Apple may have permanently lost out in China, say latest analyst reports

Market intelligence company Canalys last week demoted Apple’s smartphone sales in China to part of the ‘Others’ category, a far cry from the 2015 peak where its market share was somewhere in the 40-50% range in Urban China.

Analysts are now saying that Apple’s relegation to the ‘also ran’ stakes may be permanent …

Business Insider cites three different analysts, with even noted Apple bull Katy Huberty of Morgan Stanley predicting ‘continued weakness in China.’ She estimates that the iPhone maker’s market share in China may now be as low as 18%.

Apple has always been limited to targeting customers in the so-called Tier 1 and Tier 2 cities – larger cities with relatively well-off populations. The Cupertino company’s problem in China is two-fold, say analysts.

First, out of China’s total population of 1.3B people, Tier 1 and ‘advanced’ Tier 2 cities make up only 2-300M people. Of those, only 150-220M could afford an iPhone.

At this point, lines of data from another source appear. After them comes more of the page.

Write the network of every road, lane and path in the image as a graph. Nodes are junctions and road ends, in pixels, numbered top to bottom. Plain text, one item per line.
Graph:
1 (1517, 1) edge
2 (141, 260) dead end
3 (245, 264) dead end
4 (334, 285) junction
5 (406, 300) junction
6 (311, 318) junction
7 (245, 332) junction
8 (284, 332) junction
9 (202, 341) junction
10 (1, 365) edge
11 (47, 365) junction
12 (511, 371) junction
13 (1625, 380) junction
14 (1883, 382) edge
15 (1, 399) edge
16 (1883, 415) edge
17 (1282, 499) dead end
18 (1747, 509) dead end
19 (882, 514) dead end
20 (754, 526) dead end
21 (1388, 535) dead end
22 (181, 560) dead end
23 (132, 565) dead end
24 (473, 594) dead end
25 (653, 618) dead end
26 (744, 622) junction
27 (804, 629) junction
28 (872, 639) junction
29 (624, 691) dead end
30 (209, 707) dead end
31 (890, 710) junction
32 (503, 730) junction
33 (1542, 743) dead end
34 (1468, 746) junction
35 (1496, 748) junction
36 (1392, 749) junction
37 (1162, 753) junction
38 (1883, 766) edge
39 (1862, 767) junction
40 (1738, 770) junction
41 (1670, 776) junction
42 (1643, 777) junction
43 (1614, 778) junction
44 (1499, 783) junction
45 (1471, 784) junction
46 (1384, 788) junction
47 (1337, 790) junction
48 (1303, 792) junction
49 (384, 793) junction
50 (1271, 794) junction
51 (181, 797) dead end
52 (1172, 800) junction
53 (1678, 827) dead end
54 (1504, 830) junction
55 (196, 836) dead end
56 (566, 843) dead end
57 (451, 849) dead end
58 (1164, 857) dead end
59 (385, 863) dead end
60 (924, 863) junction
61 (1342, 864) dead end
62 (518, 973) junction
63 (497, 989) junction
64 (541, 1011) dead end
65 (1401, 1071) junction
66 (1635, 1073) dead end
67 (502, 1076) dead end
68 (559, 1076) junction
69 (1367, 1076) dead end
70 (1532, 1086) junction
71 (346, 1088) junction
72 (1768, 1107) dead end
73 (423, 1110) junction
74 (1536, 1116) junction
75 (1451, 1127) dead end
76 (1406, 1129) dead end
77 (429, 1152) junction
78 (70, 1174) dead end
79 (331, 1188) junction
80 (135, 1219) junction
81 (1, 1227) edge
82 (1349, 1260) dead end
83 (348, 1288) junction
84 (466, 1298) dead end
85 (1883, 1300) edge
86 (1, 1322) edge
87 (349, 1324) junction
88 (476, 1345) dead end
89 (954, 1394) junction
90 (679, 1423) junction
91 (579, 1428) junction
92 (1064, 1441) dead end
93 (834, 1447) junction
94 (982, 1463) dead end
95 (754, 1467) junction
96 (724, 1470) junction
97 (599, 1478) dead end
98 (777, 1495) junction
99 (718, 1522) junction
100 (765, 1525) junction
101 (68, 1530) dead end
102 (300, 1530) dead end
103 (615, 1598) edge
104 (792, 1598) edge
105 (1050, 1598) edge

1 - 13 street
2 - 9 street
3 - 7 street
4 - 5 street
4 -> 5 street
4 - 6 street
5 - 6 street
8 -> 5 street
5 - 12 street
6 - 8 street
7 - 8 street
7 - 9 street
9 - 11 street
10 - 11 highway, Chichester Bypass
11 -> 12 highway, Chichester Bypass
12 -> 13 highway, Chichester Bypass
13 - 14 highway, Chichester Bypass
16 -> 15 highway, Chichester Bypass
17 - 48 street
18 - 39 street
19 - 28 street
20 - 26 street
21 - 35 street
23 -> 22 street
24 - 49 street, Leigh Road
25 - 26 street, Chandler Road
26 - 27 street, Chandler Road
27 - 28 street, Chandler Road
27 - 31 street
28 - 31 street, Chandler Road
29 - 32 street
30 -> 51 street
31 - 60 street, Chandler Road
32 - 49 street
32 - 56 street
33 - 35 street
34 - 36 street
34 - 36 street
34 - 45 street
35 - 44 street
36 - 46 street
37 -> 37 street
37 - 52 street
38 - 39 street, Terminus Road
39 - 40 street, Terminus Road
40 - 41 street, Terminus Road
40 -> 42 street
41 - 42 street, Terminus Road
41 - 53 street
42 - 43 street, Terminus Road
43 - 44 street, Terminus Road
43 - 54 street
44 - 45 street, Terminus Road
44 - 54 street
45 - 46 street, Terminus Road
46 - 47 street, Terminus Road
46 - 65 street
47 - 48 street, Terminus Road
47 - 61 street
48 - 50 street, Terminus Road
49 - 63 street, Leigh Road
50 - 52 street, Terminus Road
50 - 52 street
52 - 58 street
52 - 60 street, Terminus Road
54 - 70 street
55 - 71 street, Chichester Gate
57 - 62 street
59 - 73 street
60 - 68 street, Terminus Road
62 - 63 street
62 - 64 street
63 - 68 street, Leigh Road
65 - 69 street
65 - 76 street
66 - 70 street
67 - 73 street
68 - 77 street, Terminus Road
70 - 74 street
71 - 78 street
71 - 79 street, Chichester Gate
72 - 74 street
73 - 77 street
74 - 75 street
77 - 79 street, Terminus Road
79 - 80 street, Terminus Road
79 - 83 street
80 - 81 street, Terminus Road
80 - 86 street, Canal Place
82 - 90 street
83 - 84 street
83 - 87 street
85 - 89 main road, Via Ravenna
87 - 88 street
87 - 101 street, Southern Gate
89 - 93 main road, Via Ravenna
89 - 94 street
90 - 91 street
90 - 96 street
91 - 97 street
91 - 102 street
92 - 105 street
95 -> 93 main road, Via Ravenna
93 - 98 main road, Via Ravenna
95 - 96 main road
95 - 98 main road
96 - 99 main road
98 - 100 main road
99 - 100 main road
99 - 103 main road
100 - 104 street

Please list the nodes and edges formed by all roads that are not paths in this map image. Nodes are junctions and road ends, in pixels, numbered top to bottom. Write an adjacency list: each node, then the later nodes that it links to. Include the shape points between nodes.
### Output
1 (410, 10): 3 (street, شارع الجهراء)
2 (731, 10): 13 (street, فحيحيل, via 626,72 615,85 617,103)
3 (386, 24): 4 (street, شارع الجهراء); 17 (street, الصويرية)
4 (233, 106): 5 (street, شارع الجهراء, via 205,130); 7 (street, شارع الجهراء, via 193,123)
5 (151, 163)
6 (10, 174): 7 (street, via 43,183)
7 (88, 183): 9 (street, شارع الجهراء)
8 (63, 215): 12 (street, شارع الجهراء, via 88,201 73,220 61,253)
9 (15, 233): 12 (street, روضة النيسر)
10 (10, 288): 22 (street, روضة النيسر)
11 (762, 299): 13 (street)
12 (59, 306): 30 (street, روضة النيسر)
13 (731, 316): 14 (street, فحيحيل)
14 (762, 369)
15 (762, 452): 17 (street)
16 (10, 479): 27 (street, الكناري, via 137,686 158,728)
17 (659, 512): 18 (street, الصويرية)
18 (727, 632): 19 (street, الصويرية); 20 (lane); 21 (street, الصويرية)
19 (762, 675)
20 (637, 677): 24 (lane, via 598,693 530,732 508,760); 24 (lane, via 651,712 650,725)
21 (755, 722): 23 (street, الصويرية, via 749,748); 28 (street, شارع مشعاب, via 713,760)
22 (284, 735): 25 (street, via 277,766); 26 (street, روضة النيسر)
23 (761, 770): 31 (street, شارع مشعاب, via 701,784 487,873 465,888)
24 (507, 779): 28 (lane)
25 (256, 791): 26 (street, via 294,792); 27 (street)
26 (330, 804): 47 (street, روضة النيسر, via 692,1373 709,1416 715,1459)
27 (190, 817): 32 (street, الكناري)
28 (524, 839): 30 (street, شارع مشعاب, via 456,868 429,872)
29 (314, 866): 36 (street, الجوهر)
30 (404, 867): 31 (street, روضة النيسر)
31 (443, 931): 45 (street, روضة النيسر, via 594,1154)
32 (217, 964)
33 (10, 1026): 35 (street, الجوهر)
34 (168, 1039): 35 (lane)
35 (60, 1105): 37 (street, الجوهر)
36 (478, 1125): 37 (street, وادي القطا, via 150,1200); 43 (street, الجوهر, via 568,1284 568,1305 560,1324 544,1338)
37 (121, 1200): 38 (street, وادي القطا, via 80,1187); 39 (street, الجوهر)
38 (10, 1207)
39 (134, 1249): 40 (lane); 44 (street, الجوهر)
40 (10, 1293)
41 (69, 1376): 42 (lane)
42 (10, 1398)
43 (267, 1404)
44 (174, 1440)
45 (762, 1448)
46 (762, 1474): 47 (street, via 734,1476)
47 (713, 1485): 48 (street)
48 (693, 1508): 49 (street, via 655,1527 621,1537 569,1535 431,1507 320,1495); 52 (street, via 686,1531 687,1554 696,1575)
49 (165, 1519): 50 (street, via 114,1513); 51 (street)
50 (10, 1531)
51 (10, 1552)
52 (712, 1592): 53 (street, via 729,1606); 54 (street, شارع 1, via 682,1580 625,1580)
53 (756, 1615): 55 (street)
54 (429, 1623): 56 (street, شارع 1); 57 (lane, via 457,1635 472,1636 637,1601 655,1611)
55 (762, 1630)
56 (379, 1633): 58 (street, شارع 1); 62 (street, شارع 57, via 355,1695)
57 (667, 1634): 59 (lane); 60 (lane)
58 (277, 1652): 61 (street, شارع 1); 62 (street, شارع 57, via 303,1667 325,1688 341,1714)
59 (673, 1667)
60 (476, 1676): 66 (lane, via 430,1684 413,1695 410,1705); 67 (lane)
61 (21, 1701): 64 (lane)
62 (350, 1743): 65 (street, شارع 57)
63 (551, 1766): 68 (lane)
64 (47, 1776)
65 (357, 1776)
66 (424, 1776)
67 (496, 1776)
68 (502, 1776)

Second, while that slice of the market is still large, the flagship models of local brands are perceived to have largely caught up with Apple in both design and feature sets, giving far less reason to spend the significant price premium an iPhone still demands.

So even in T1 and T2 cities, Apple’s market share has declined substantially, says UBS.

We think it’s doubtful China returns to its 2015 peak as local brands have caught up and upgrade cycles are lengthening; we expect a flattish market, give or take a few points of growth depending on the overall market and product cycle. At the peak in 2015, we believe Apple likely had 40-50% share with Tier 1 and 2 consumers; we think that figure is closer to 20-30% today.

Local brands Huawei, Oppo, Vivo and Xiaomi now dominate Chinese sales, with even premium buyers no longer seeing them as significantly inferior to Apple and Samsung.